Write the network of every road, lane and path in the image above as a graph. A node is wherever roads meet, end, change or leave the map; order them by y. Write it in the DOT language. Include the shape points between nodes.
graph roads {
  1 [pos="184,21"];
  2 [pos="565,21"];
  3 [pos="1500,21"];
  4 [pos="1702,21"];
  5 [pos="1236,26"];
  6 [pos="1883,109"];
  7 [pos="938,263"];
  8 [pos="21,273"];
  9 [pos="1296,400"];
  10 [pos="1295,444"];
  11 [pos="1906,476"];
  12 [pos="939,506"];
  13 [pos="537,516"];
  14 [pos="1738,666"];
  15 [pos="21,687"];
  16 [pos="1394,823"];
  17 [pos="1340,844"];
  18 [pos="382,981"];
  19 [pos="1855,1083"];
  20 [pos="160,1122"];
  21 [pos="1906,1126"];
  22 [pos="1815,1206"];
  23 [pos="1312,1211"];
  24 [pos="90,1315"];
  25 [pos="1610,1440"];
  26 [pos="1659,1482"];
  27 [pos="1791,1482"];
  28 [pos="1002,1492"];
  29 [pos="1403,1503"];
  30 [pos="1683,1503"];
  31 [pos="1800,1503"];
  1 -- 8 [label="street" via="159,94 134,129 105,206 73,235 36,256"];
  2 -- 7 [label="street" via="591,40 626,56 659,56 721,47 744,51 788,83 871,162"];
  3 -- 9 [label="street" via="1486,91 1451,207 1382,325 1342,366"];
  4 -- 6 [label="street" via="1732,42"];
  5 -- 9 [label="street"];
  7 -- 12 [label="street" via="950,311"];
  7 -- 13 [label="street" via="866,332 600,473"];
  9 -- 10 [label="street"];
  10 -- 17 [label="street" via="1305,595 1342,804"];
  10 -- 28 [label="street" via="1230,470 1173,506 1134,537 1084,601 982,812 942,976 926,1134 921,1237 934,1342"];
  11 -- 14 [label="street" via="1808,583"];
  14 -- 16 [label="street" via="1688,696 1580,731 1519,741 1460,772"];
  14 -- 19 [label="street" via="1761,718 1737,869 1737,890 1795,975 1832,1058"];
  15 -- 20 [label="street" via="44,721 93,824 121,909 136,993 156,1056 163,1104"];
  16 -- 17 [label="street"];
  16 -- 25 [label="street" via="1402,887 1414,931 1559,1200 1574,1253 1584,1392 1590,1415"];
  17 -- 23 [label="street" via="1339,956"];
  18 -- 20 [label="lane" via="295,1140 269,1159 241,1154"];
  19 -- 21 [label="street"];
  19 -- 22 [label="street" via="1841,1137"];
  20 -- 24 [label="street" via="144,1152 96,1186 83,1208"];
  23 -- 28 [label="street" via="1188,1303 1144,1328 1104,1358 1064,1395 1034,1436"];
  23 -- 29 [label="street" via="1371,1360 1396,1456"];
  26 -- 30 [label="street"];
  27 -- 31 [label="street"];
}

.....

*WHAT IS NEEDED*. Scan the entries above for the string "roads", and copy every line where it turns up.

*ANSWER SPACE*.
Write the network of every road, lane and path in the image above as a graph. A node is wherever roads meet, end, change or leave the map; order them by y. Write it in the DOT language. Include the shape points between nodes.
graph roads {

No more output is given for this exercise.